14. Favela Ação pede apoio financeiro para compra de kits de higiene, água e material de limpeza para atender crianças na Rocinha. Nubank 0001, CC 14861915-4, Eder Alexandre Silva, CPF 104.329.547-08.

15. Para acessar todas as campanhas Covid-19 no Vakinha, clique neste link e vai encontrar ações no Piauí, em Belo Horizonte e outras cidades, além do eixo Rio-São Paulo, onde tenho mais redes: https://www.vakinha.com.br/tag/coronavirus.

16. Apoio às Favelas Babilônia e Chapéu Mangueira, por onde andei com meus amigos Dudu do Leme e Anderson Lula, ativistas culturais nesta comunidade extremamente importante na zona sul do Rio. Entrega de alimentos e kits de higiene e limpeza, na Igreja Batista. Ladeira Ari Barroso, 17. Ou falar com Valdinei Medina +55 21 99888-6649.

17. O Projeto Ruas atende pessoas em situação de rua e está buscando recursos para adquirir água e sabão e outros itens, sobretudo para os idosos em situação de rua. Contato: contato@projetoruas.org.br. E para doar: https://benfeitoria.com/rededoruas.

18. Quarentena nas aldeias. Alimentação e kits de higiene para aldeias Guarani na região da Bocaina.
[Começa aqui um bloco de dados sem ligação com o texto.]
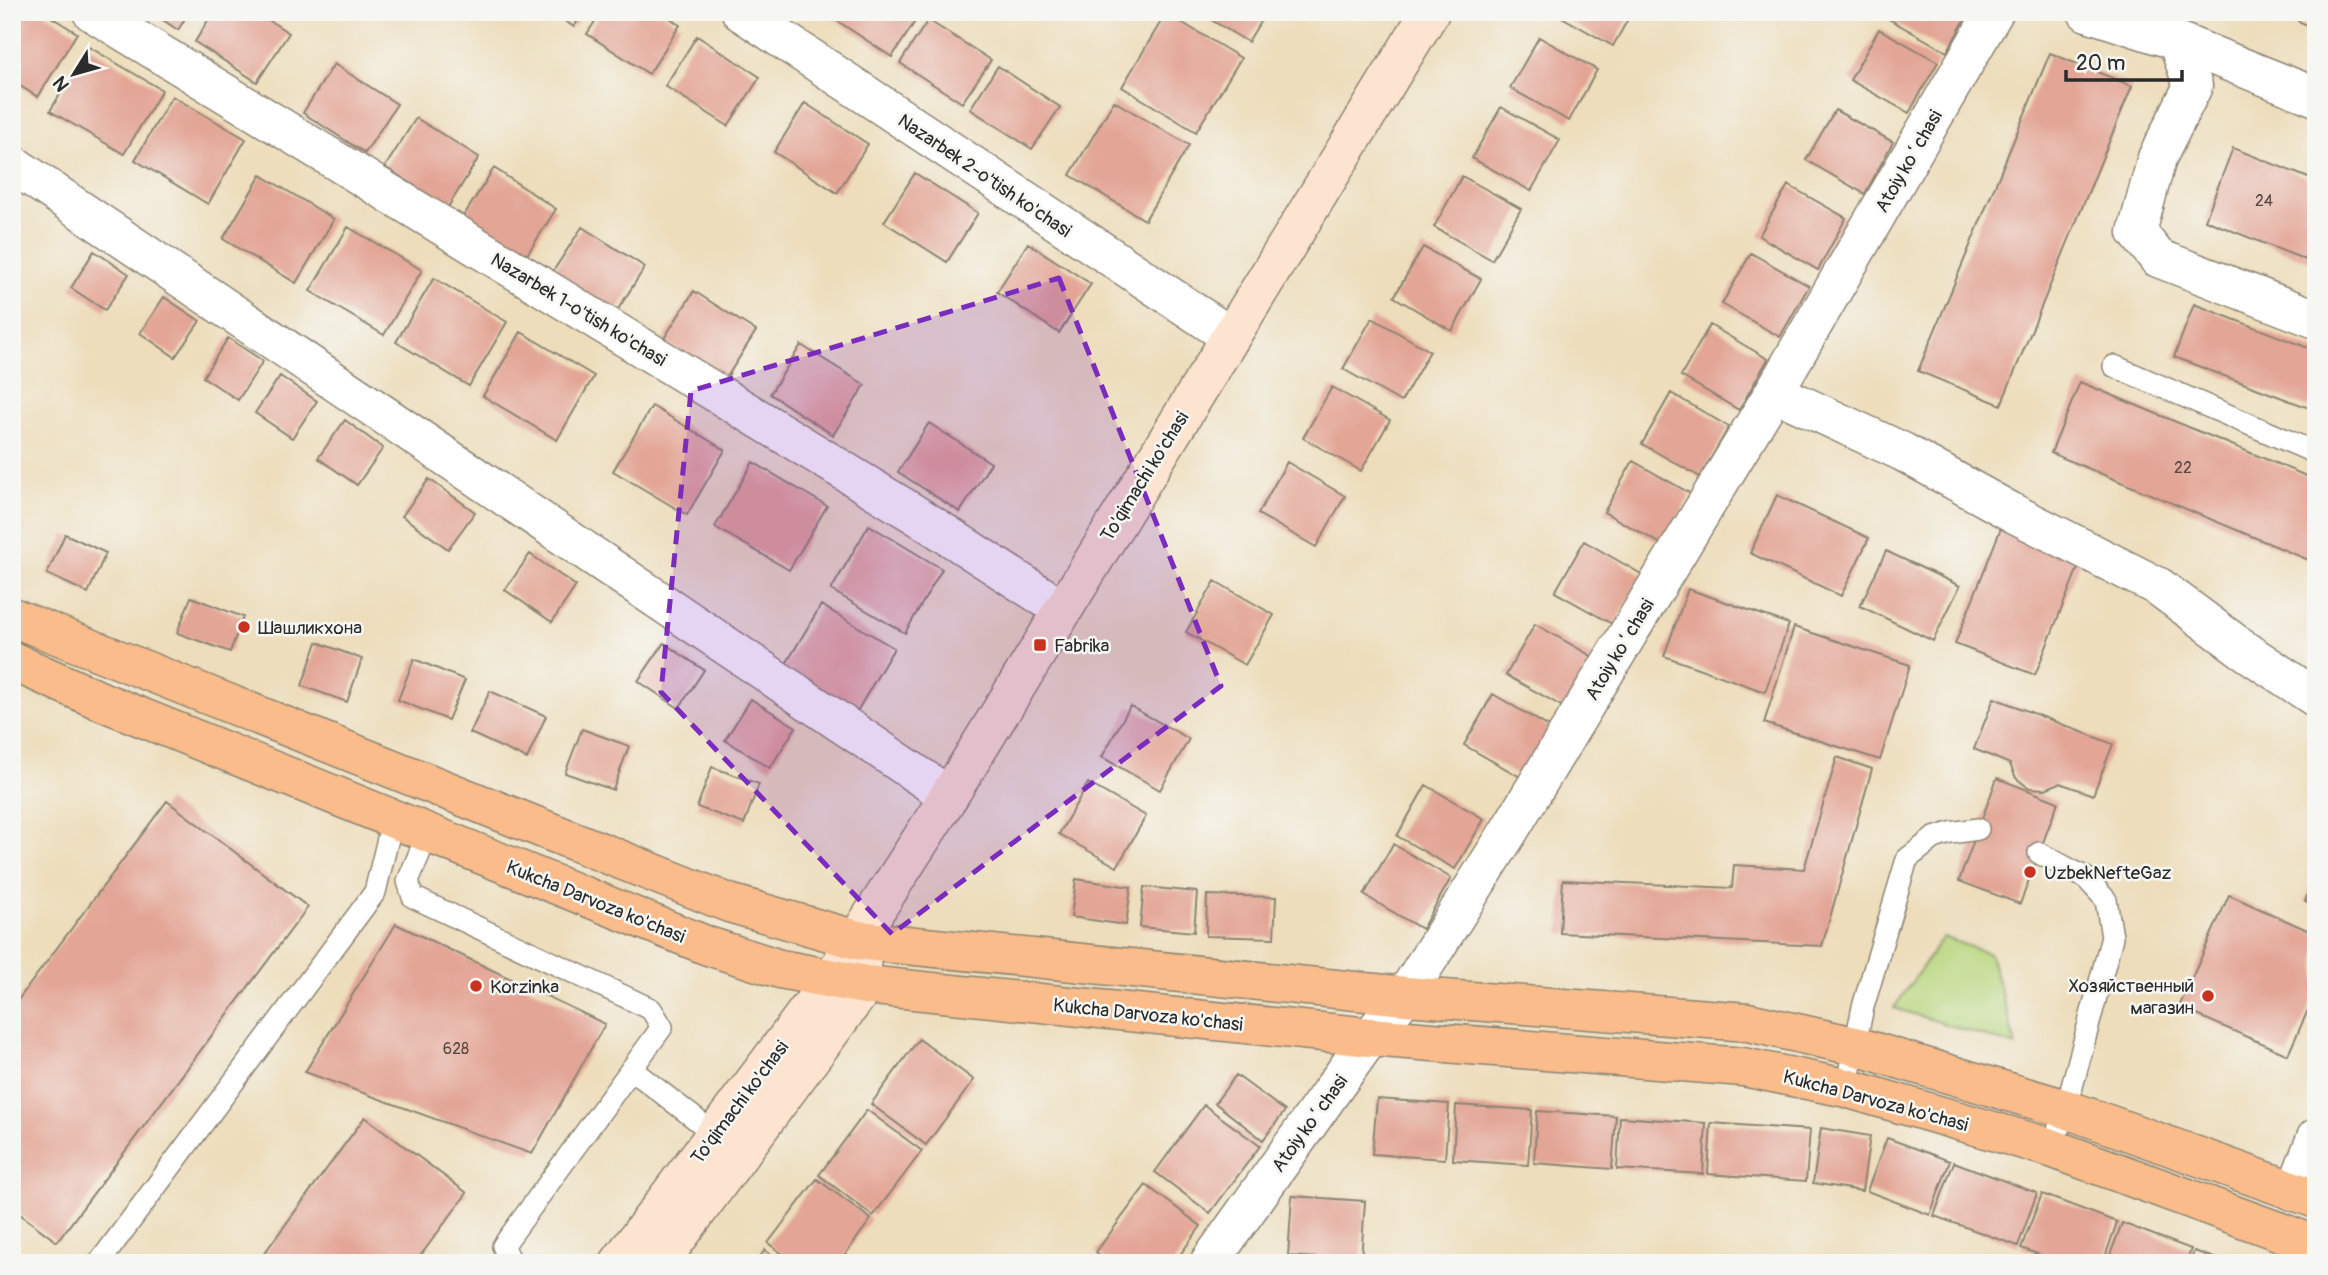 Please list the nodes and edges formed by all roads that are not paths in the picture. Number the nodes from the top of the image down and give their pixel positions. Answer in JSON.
{"nodes":[{"id":1,"x":92,"y":12,"type":"edge"},
{"id":2,"x":741,"y":12,"type":"edge"},
{"id":3,"x":1430,"y":12,"type":"edge"},
{"id":4,"x":1994,"y":12,"type":"edge"},
{"id":5,"x":2087,"y":12,"type":"edge"},
{"id":6,"x":2177,"y":41,"type":"junction"},
{"id":7,"x":2316,"y":97,"type":"edge"},
{"id":8,"x":12,"y":164,"type":"edge"},
{"id":9,"x":2316,"y":319,"type":"edge"},
{"id":10,"x":1230,"y":336,"type":"junction"},
{"id":11,"x":2114,"y":366,"type":"dead end"},
{"id":12,"x":1774,"y":392,"type":"junction"},
{"id":13,"x":2316,"y":453,"type":"edge"},
{"id":14,"x":1062,"y":610,"type":"junction"},
{"id":15,"x":27,"y":623,"type":"edge"},
{"id":16,"x":16,"y":670,"type":"edge"},
{"id":17,"x":2316,"y":698,"type":"edge"},
{"id":18,"x":949,"y":796,"type":"junction"},
{"id":19,"x":393,"y":818,"type":"junction"},
{"id":20,"x":1978,"y":829,"type":"dead end"},
{"id":21,"x":428,"y":833,"type":"junction"},
{"id":22,"x":2039,"y":853,"type":"dead end"},
{"id":23,"x":857,"y":940,"type":"junction"},
{"id":24,"x":848,"y":982,"type":"junction"},
{"id":25,"x":1405,"y":996,"type":"junction"},
{"id":26,"x":1370,"y":1037,"type":"junction"},
{"id":27,"x":1855,"y":1046,"type":"junction"},
{"id":28,"x":631,"y":1069,"type":"junction"},
{"id":29,"x":1846,"y":1088,"type":"junction"},
{"id":30,"x":2066,"y":1109,"type":"junction"},
{"id":31,"x":715,"y":1133,"type":"junction"},
{"id":32,"x":2316,"y":1138,"type":"edge"},
{"id":33,"x":2050,"y":1148,"type":"junction"},
{"id":34,"x":2305,"y":1196,"type":"edge"},
{"id":35,"x":2316,"y":1245,"type":"edge"},
{"id":36,"x":99,"y":1263,"type":"edge"},
{"id":37,"x":512,"y":1263,"type":"edge"},
{"id":38,"x":619,"y":1263,"type":"edge"},
{"id":39,"x":659,"y":1263,"type":"edge"},
{"id":40,"x":1209,"y":1263,"type":"edge"}],
"edges":[{"from":1,"to":14,"type":"street","name":"Nazarbek 1-o'tish ko'chasi"},
{"from":2,"to":10,"type":"street","name":"Nazarbek 2-o'tish ko'chasi"},
{"from":3,"to":10,"type":"main road","name":"To'qimachi ko'chasi"},
{"from":4,"to":12,"type":"street","name":"Atoiy koʻchasi"},
{"from":5,"to":6,"type":"street"},
{"from":6,"to":7,"type":"street"},
{"from":6,"to":9,"type":"street"},
{"from":8,"to":18,"type":"street"},
{"from":10,"to":14,"type":"main road","name":"To'qimachi ko'chasi"},
{"from":11,"to":13,"type":"lane"},
{"from":12,"to":17,"type":"street"},
{"from":12,"to":25,"type":"street","name":"Atoiy koʻchasi"},
{"from":14,"to":18,"type":"main road","name":"To'qimachi ko'chasi"},
{"from":15,"to":16,"type":"lane"},
{"from":15,"to":23,"type":"main road"},
{"from":16,"to":19,"type":"main road","name":"Kukcha Darvoza ko'chasi"},
{"from":18,"to":23,"type":"main road","name":"To'qimachi ko'chasi"},
{"from":19,"to":21,"type":"main road","name":"Kukcha Darvoza ko'chasi"},
{"from":19,"to":36,"type":"lane"},
{"from":20,"to":27,"type":"lane"},
{"from":21,"to":24,"type":"main road","name":"Kukcha Darvoza ko'chasi"},
{"from":21,"to":28,"type":"lane"},
{"from":22,"to":30,"type":"lane"},
{"from":23,"to":24,"type":"main road"},
{"from":23,"to":25,"type":"main road"},
{"from":24,"to":26,"type":"main road","name":"Kukcha Darvoza ko'chasi"},
{"from":24,"to":31,"type":"main road","name":"To'qimachi ko'chasi"},
{"from":24,"to":39,"type":"main road","name":"To'qimachi ko'chasi"},
{"from":25,"to":26,"type":"street","name":"Atoiy koʻchasi"},
{"from":25,"to":27,"type":"main road"},
{"from":26,"to":29,"type":"main road","name":"Kukcha Darvoza ko'chasi"},
{"from":26,"to":40,"type":"street","name":"Atoiy koʻchasi"},
{"from":27,"to":29,"type":"lane"},
{"from":27,"to":30,"type":"main road"},
{"from":28,"to":31,"type":"lane"},
{"from":28,"to":37,"type":"lane"},
{"from":29,"to":33,"type":"main road","name":"Kukcha Darvoza ko'chasi"},
{"from":30,"to":33,"type":"lane"},
{"from":30,"to":34,"type":"main road"},
{"from":31,"to":38,"type":"main road","name":"To'qimachi ko'chasi"},
{"from":32,"to":34,"type":"street"},
{"from":33,"to":35,"type":"main road","name":"Kukcha Darvoza ko'chasi"}]}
Contato: +55 11 98931-3696 – Erica Mazzieri Junta Comunitária. Para doações em espécie, banco Bradesco, agência 1645, CC 6409-2, Nina Taterka Prado, CPF 052.844.287-22.
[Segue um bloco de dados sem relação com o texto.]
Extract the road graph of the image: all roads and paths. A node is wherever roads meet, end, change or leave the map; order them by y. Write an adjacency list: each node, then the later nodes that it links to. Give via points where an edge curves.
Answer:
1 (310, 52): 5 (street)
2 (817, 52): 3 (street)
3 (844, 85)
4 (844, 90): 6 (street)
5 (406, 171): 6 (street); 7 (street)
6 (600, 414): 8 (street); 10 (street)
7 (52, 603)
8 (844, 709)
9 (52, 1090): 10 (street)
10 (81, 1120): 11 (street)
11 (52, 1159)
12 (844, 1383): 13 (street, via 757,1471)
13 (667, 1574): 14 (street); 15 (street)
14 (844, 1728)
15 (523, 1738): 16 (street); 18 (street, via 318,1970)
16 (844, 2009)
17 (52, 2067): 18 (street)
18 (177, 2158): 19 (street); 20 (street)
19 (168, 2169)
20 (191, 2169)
19. O Movimento de Luta nos bairros e favelas de São Paulo está recebendo doações e fazendo um grupo de brigadistas solidários. Contribua com recursos, Nubank, agência 0001, conta 47114194-1, Giovanna de Oliveira Calegaretti.

20. Grupo de Anjos da Tia Stellinha, no morro dos Macacos. Aceitam doações diretas de material de limpeza e kits de higiene, e doações pelo Bradesco, agência 1400, CC 3130-5, CNPJ 27.481/838/0001-09.